Otro sorprendente ejemplo de la física subyacente a las formas orgánicas es el cerebro de los mamíferos. Dos de las principales regiones del mismo son la materia blanca, situada en el interior del cerebro, y la materia gris, la cual forma su capa más externa (el córtex). Ésta normalmente se pliega en un patrón característico de surcos curvados que inmediatamente asociamos con este órgano. Investigaciones recientes han demostrado que este patrón morfológico es el resultado de las tensiones físicas que se generan cuando una capa de material blando aumenta de tamaño, mientras permanece anclada a un núcleo formado por otro material blando cuyo tamaño no varía. Al estar sujeta al núcleo interno –en este caso, la materia blanca–, la capa externa –la materia gris– es incapaz de expandirse libremente en todas direcciones. En su lugar, una tensión compresiva se acumula en la capa externa, oponiéndose a su crecimiento; para minimizar tal tensión, el material debe plegarse drásticamente en largos y profundos surcos, los cuales reducen el estrés físico y permiten un aumento del volumen. Cuando este proceso es simulado en un ordenador, las estructuras resultantes son asombrosamente similares a la superficie del cerebro. Es más, al simular las proporciones de material blanca y gris observadas en distintas especies de mamíferos la forma de sus cerebros puede ser reproducida; por ejemplo, el cerebro de los ratones es mucho más liso que el de los humanos debido a que su proporción de materia gris es mucho más baja. La peculiar forma del cerebro humano parece ser, por tanto, la solución ofrecida por la física al problema de adquirir grandes volúmenes de materia gris.
Queda, ciertamente, mucho que aprender acerca de los mecanismos físicos y químicos que posibilitan el fenómeno de la morfogénesis; el inconcebiblemente complejo y maravillosamente coordinado proceso por el que un cigoto unicelular da lugar a un feto completamente formado sigue asombrándonos aun hoy en día. Desde los sutiles patrones de regulación genética hasta las interacciones químicas y físicas entre células y tejidos a lo largo del espacio y el tiempo, descifrar las bases matemáticas del origen de las formas orgánicas se contará siempre entre las más cautivadoras misiones de la ciencia.

Referencias:
–Turing, A.M. The chemical basis of morphogenesis. Philosophical Transactions of the Royal Society of London (1952).
–Wolpert, L. The triumph of the embryo (Courier Corporation, 2008).
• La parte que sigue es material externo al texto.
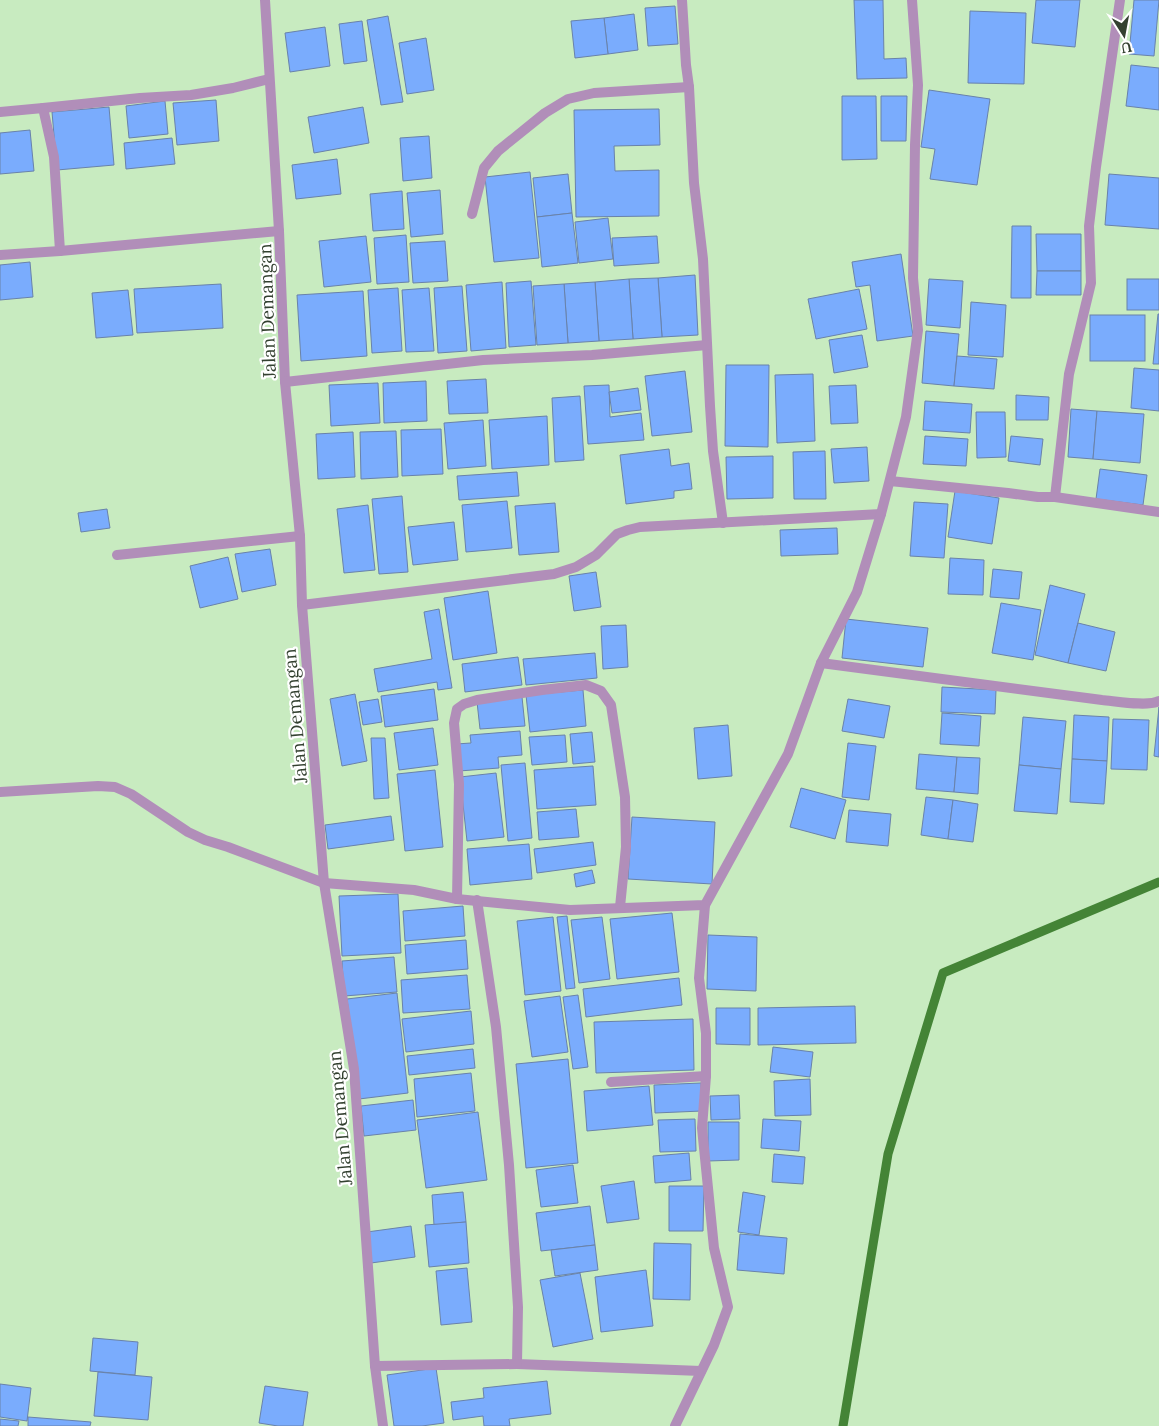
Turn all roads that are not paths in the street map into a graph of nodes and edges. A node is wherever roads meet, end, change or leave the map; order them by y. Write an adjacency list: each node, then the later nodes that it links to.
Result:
1 (265, 0): 5 (street, Jalan Demangan)
2 (682, 0): 6 (street)
3 (912, 0): 15 (street)
4 (1120, 0): 16 (street)
5 (269, 79): 7 (street); 10 (street, Jalan Demangan)
6 (689, 86): 9 (street); 13 (street)
7 (43, 108): 8 (street); 11 (street)
8 (0, 112)
9 (472, 214)
10 (279, 231): 11 (street); 14 (street, Jalan Demangan)
11 (60, 251): 12 (street)
12 (0, 255)
13 (707, 345): 14 (street); 19 (street)
14 (286, 382): 20 (street, Jalan Demangan)
15 (890, 481): 16 (street); 18 (street)
16 (1055, 497): 17 (street)
17 (1159, 512)
18 (881, 514): 19 (street); 23 (street)
19 (723, 523): 22 (street)
20 (300, 536): 21 (street); 22 (street, Jalan Demangan)
21 (117, 555)
22 (302, 605): 26 (street, Jalan Demangan)
23 (820, 663): 24 (street); 29 (street)
24 (1159, 701)
25 (0, 792): 26 (street)
26 (324, 883): 27 (street); 34 (street, Jalan Demangan)
27 (457, 899): 28 (street); 30 (street)
28 (477, 900): 30 (street); 33 (street)
29 (705, 905): 30 (street); 31 (street)
30 (620, 907)
31 (706, 1076): 32 (street); 35 (street)
32 (611, 1082)
33 (517, 1364): 34 (street); 35 (street)
34 (375, 1366): 36 (street, Jalan Demangan)
35 (701, 1371): 37 (street)
36 (383, 1426)
37 (675, 1426)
–Savin, T., Kurpios, N.A., Shyer, A.E., Florescu, P., Liang, H., Mahadevan, L., Tabin, C.J. On the growth and form of the gut. Nature (2011).
–Tallinen, T., Biggins, J.S. Mechanics of invagination and folding: Hybridized instabilities when one soft tissue grows on another. Physical Review E (2015).
–Tallinen, T., Chung, J.Y., Rousseau, F., Girard, N., Lefèvre, J., Mahadevan, L. On the growth and form of cortical convolutions. Nature Physics (2016).

*Estudiante de doctorado y publica artículos de divulgación en su blog www.divulgatum.com)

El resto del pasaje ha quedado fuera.